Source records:

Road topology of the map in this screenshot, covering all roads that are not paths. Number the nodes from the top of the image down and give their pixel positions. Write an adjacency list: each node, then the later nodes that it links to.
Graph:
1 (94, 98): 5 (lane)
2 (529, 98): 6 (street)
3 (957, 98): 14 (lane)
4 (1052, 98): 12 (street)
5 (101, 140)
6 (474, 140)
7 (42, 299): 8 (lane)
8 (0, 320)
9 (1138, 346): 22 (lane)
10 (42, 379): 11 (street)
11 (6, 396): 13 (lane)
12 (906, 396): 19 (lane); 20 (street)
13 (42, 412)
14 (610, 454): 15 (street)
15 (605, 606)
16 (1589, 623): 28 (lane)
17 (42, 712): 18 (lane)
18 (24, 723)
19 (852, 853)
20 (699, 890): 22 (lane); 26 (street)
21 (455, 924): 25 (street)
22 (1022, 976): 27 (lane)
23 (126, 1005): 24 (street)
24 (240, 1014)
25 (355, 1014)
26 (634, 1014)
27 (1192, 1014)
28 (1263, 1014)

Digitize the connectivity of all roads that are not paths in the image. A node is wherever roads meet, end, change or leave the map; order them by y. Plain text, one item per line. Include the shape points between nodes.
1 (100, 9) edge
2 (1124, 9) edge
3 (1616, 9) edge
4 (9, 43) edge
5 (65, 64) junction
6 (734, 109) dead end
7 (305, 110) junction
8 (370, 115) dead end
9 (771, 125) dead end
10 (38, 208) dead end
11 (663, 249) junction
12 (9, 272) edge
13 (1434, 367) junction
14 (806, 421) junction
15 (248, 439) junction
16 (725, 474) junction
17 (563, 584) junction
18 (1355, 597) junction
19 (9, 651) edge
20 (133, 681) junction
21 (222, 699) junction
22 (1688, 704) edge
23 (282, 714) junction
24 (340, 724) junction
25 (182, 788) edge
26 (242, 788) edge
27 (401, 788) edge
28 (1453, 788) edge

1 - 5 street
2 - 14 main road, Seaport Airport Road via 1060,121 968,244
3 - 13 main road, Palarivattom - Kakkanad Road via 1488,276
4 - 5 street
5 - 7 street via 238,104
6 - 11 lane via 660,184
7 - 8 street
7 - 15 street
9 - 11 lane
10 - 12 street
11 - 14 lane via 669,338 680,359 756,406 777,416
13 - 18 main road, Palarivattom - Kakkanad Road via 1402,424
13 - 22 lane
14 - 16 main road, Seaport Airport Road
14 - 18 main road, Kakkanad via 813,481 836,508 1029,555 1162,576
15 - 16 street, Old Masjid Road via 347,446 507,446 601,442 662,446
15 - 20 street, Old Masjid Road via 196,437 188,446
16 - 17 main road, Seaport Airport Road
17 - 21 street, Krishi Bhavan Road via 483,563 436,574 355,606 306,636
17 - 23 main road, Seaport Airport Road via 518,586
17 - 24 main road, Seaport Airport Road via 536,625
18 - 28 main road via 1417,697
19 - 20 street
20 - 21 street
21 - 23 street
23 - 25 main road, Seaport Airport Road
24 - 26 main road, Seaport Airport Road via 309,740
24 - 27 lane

> **TASK DIRECTIONS**: Please copy all of the data above exactly.

> **ANSWER TO THIS TASK**:
Road topology of the map in this screenshot, covering all roads that are not paths. Number the nodes from the top of the image down and give their pixel positions. Write an adjacency list: each node, then the later nodes that it links to.
Graph:
1 (94, 98): 5 (lane)
2 (529, 98): 6 (street)
3 (957, 98): 14 (lane)
4 (1052, 98): 12 (street)
5 (101, 140)
6 (474, 140)
7 (42, 299): 8 (lane)
8 (0, 320)
9 (1138, 346): 22 (lane)
10 (42, 379): 11 (street)
11 (6, 396): 13 (lane)
12 (906, 396): 19 (lane); 20 (street)
13 (42, 412)
14 (610, 454): 15 (street)
15 (605, 606)
16 (1589, 623): 28 (lane)
17 (42, 712): 18 (lane)
18 (24, 723)
19 (852, 853)
20 (699, 890): 22 (lane); 26 (street)
21 (455, 924): 25 (street)
22 (1022, 976): 27 (lane)
23 (126, 1005): 24 (street)
24 (240, 1014)
25 (355, 1014)
26 (634, 1014)
27 (1192, 1014)
28 (1263, 1014)

Digitize the connectivity of all roads that are not paths in the image. A node is wherever roads meet, end, change or leave the map; order them by y. Plain text, one item per line. Include the shape points between nodes.
1 (100, 9) edge
2 (1124, 9) edge
3 (1616, 9) edge
4 (9, 43) edge
5 (65, 64) junction
6 (734, 109) dead end
7 (305, 110) junction
8 (370, 115) dead end
9 (771, 125) dead end
10 (38, 208) dead end
11 (663, 249) junction
12 (9, 272) edge
13 (1434, 367) junction
14 (806, 421) junction
15 (248, 439) junction
16 (725, 474) junction
17 (563, 584) junction
18 (1355, 597) junction
19 (9, 651) edge
20 (133, 681) junction
21 (222, 699) junction
22 (1688, 704) edge
23 (282, 714) junction
24 (340, 724) junction
25 (182, 788) edge
26 (242, 788) edge
27 (401, 788) edge
28 (1453, 788) edge

1 - 5 street
2 - 14 main road, Seaport Airport Road via 1060,121 968,244
3 - 13 main road, Palarivattom - Kakkanad Road via 1488,276
4 - 5 street
5 - 7 street via 238,104
6 - 11 lane via 660,184
7 - 8 street
7 - 15 street
9 - 11 lane
10 - 12 street
11 - 14 lane via 669,338 680,359 756,406 777,416
13 - 18 main road, Palarivattom - Kakkanad Road via 1402,424
13 - 22 lane
14 - 16 main road, Seaport Airport Road
14 - 18 main road, Kakkanad via 813,481 836,508 1029,555 1162,576
15 - 16 street, Old Masjid Road via 347,446 507,446 601,442 662,446
15 - 20 street, Old Masjid Road via 196,437 188,446
16 - 17 main road, Seaport Airport Road
17 - 21 street, Krishi Bhavan Road via 483,563 436,574 355,606 306,636
17 - 23 main road, Seaport Airport Road via 518,586
17 - 24 main road, Seaport Airport Road via 536,625
18 - 28 main road via 1417,697
19 - 20 street
20 - 21 street
21 - 23 street
23 - 25 main road, Seaport Airport Road
24 - 26 main road, Seaport Airport Road via 309,740
24 - 27 lane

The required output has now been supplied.